Human keypoint data:
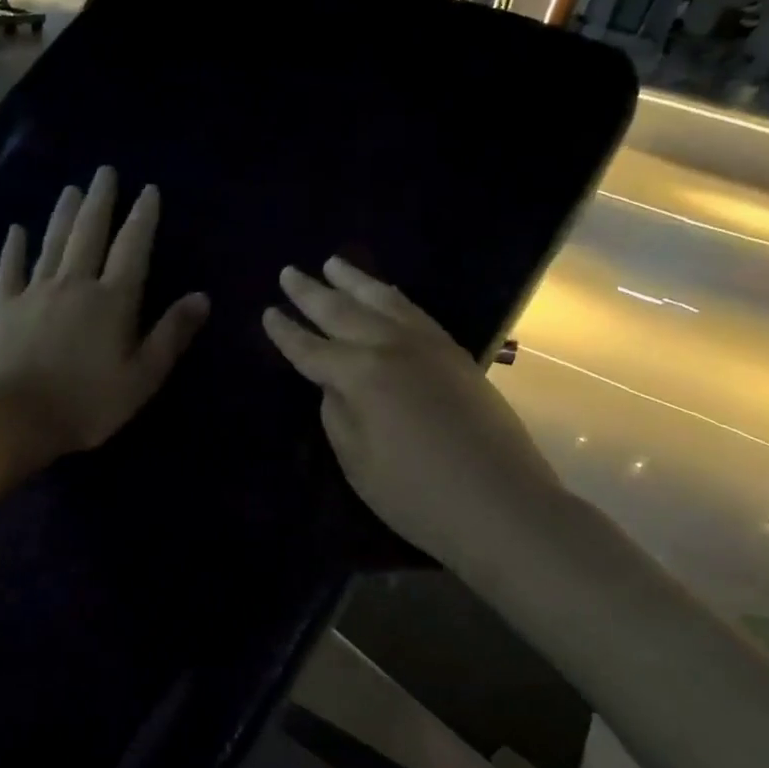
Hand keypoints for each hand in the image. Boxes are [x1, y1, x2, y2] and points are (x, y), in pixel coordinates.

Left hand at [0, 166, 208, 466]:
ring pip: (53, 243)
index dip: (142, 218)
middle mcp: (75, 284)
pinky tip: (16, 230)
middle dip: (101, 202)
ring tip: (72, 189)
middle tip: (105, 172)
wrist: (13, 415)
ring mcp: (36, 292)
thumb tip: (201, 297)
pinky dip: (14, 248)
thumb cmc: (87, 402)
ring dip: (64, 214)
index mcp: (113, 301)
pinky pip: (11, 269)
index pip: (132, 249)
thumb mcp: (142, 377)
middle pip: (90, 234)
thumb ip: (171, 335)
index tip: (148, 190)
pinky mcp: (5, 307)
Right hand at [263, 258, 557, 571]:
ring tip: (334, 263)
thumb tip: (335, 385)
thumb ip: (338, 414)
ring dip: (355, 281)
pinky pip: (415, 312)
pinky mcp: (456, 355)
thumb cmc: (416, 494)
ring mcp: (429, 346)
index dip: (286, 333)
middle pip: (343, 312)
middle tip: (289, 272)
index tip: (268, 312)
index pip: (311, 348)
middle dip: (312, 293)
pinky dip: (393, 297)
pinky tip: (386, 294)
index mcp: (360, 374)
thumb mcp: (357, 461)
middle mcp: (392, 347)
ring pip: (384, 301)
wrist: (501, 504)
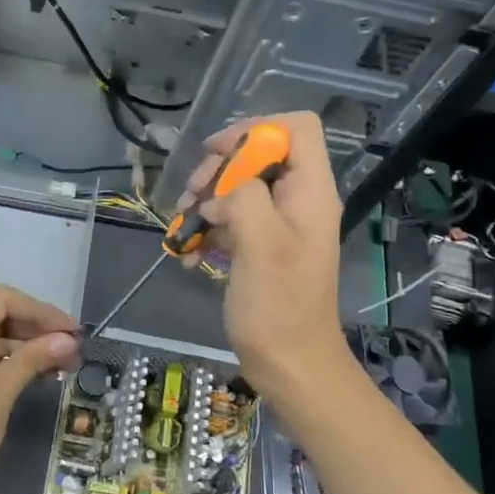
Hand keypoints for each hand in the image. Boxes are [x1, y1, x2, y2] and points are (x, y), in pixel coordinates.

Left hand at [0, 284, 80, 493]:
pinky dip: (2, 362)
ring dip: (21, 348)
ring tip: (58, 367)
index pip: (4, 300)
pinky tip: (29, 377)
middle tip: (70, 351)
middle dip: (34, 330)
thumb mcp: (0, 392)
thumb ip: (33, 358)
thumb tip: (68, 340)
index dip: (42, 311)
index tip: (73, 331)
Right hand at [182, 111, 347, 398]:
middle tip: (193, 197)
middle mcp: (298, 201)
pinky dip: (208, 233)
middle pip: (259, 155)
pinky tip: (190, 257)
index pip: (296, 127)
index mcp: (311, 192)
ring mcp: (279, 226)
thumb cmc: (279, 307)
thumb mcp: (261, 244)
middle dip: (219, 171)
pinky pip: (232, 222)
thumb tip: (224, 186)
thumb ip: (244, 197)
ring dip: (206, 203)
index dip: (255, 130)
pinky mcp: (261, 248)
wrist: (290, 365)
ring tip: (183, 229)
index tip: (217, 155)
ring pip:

**Requirement**
Return only the lines running from the start of the entries above to the line that contains "middle mcp: (392, 347)", inclusive, and omit every picture.

**Exercise answer**
Hand keypoints for each hand in the image. Boxes are [x1, y1, x2, y2] and points are (x, y), in pixel coordinates.

Left hand at [0, 166, 208, 466]:
ring pip: (53, 243)
index dip: (142, 218)
middle mcp: (75, 284)
pinky tip: (16, 230)
middle dip: (101, 202)
ring tip: (72, 189)
middle tip: (105, 172)
wrist: (13, 415)
ring mcp: (36, 292)
thumb tip: (201, 297)
pinky dip: (14, 248)
thumb cmc: (87, 402)
ring dip: (64, 214)
index mcp: (113, 301)
pinky pip: (11, 269)
index pip: (132, 249)
thumb mcp: (142, 377)
middle pip: (90, 234)
thumb ip: (171, 335)
index tip: (148, 190)
pinky mcp: (5, 307)
Right hand at [263, 258, 557, 571]:
ring tip: (334, 263)
thumb tip: (335, 385)
thumb ip: (338, 414)
ring dip: (355, 281)
pinky pip: (415, 312)
pinky mcp: (456, 355)
thumb cmc: (416, 494)
ring mcp: (429, 346)
index dip: (286, 333)
middle pip: (343, 312)
middle tip: (289, 272)
index tip: (268, 312)
index pip: (311, 348)
middle dip: (312, 293)
pinky dip: (393, 297)
pinky tip: (386, 294)
index mcp: (360, 374)
thumb mcp: (357, 461)
middle mcp: (392, 347)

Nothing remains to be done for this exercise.